Friday, September 11, 2015

The most prolific place in the world

Day 4

Today was packed due to the fact that I didn't take the Colosseum tour yesterday.  I knew I was glutton for punishment, but I had to see the Vatican and knew I needed a guide to help me through it, and I wanted to get inside the Colosseum without waiting hours in line.  So I dove in head first, got soaked and punished my feet just a little more.  Hey, it's the last full day, you gotta go all out, right?

The Vatican

How can I describe this place?  The Vatican City is a massive self sufficient country in itself.  The Vatican is heavily visited - with over 26,000 visitors daily.  They have their own currency, political system, communications systems and walls to protect.  There are over 300,000 art pieces here in the Vatican.  

We began outside by meeting our guide.  One thing that is great about today's guided tours is that everyone gets a 'sound system' to wear around their neck tuned to a channel we could hear our guide better through the headsets.  Awesome!  We whiz by a line of people about two blocks long at 8:30am to get inside the crowded lobby, where our guide gets our tickets.  We go through full-on airport like security to get onto the Vatican grounds.  We rush around other tour groups to get a good spot in the gardens so that our guide can begin.  In the garden square there are about six sets of all-weather posters showing photos of the Sistine Chapel in detail, along with more information about it.  Our guide tells us that Michelangelo was 61 years old when he started the Last Judgement, in a time where people didn't usually live over 40.  

We are ushered quickly into the halls of the Vatican where we see impressive works of art, sculptures, maps, globes, tapestries and woodwork from all time.  The hall with sculptures is so crowded with sculptures, it's hard to really see one for all it's glory.  There are hundreds of people lining the halls, forcing us to walk awkwardly to ourselves as to not disturb another person.  We don't have time to linger, as our guide keeps pushing on through pointing out things of great interest and urging us to keep up else we will lose our link to him and would not be able to hear him anymore.  We are moved from room to room, hall to hall with expert swiftness, along the way being directed to see particular items of interest.

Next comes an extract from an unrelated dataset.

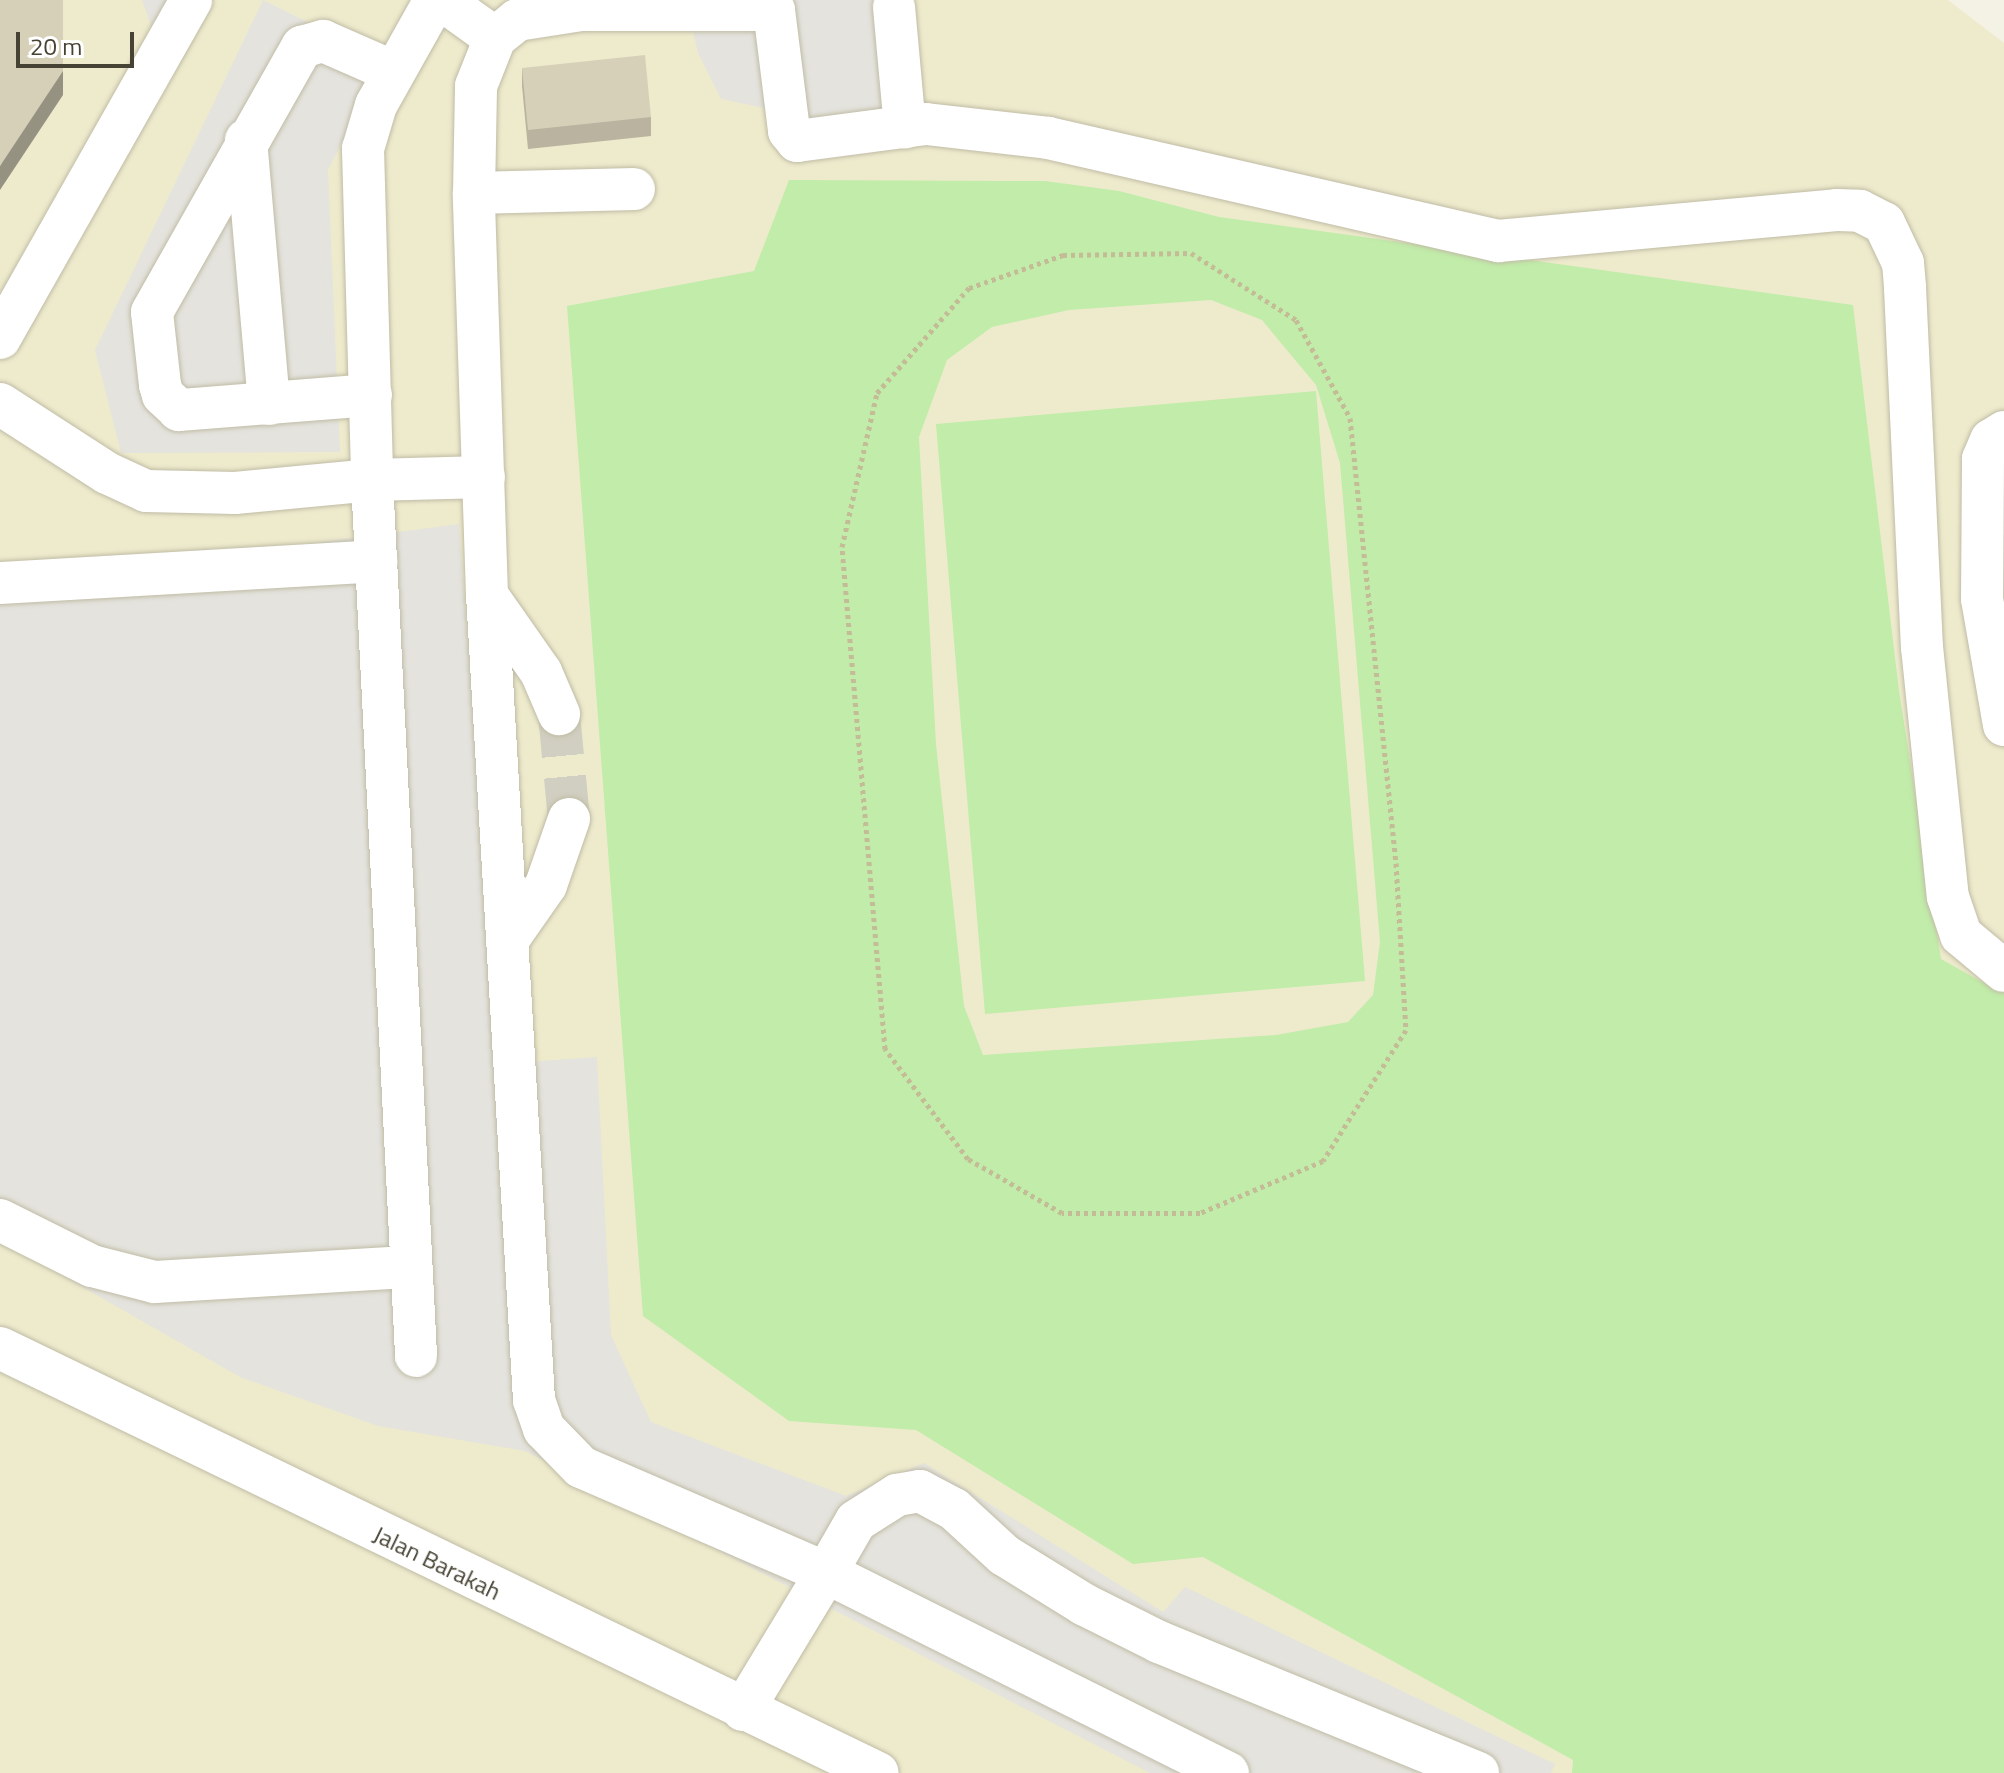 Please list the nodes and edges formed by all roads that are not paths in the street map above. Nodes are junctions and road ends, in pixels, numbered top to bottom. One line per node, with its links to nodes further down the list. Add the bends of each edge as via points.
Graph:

The Sistine Chapel is a beautiful chapel in which one is supposed to be forbidden to talk.  The chapel itself is quite large in square footage, and very tall.  Unfortunately, there were so many people in the chapel there wasn't much room to stand let alone sit.  As you enter the chapel, the security guards urge you to move along the outside perimeter to go to the back of the room.  There is a roar of talking echoing through the room, as people point and talk to their friends about this or that.  Every five minutes the guard yells "Silence... No talking, no phones, no photos".  For about one full second the room falls quiet, and the murmors come right back, growing in decibel levels.  Man that was a bummer.  I used my best grandma "don't even thing about talking" look to shut up my neighbors to no avail.  People were gonna talk.  This chapel is astounding.  The ceiling Michelangelo painted was exquisite, amazing and full of stories.  The "Last Judgement" piece is on the altar wall, and is profoundly ahead of its time.  Michelangelo painted this 25 years after finishing the ceiling.  It is absolutely breath taking in person. 

The Colosseum

I know I posted pictures of the Colosseum at night last night, but today is the day I take a tour of the inside of the Colosseum.  I learn that the structure itself is sitting on what used to be a man-made lake actually, and the Colosseum was an attempt by the Flavian empire to restore Rome to it's glory pre civil war.  Emperor Vespasian was the emperor that started the efforts.  With approx. 90,000 jewish slaves and 8 years, the Colosseum was completed.  According to the guide, no mortar of any kind holds the gigantic blocks together.  The reason why only part of it is standing is due to earthquakes over the years, and the fact that part of the colosseum is actually on more stable ground.  

The guide tells us that there were more hunting games in the Colosseum than gladiators fighting each other to the death, and that gladiators dying wasn't as wide-spread as some say.  We go inside and see the center oval, part of it covered by a wood floor, the other exposed so we can see what is under.  The guide tells us that when they hunted in the arena, the emperor of that time would spare no expense completely setting up the area like the natural habitat of the animals being hunted.  She also mentions that the gladiator never knew where the animal was going to come out, as there were several options and it was not discussed prior to 'game time'.

The Roman Forums

I think this was my favorite part of the afternoon tour.  We walked through the Roman Forums and imagine how early romans lived once Palestine was designated as the strongest.  We learn about the forum, how it was the center of Rome for a very long time, at least as early as 8 centuries BC.  How Julius Caesar built here and lived here, Augustus his great nephew continued growing the area  after he was gone.  We learn that the forum was flooded many times and at one point was under about 60 meters of sediment that had settled there over the years, causing romans to make second doors in certain structures.  We learn about how Rome's center moved once water was no longer easily found in that area.  We climb the Palestine hill and see the amazing views out across the land.  It was so amazing to be standing among ruins that were so very old.  Completely mind blowing.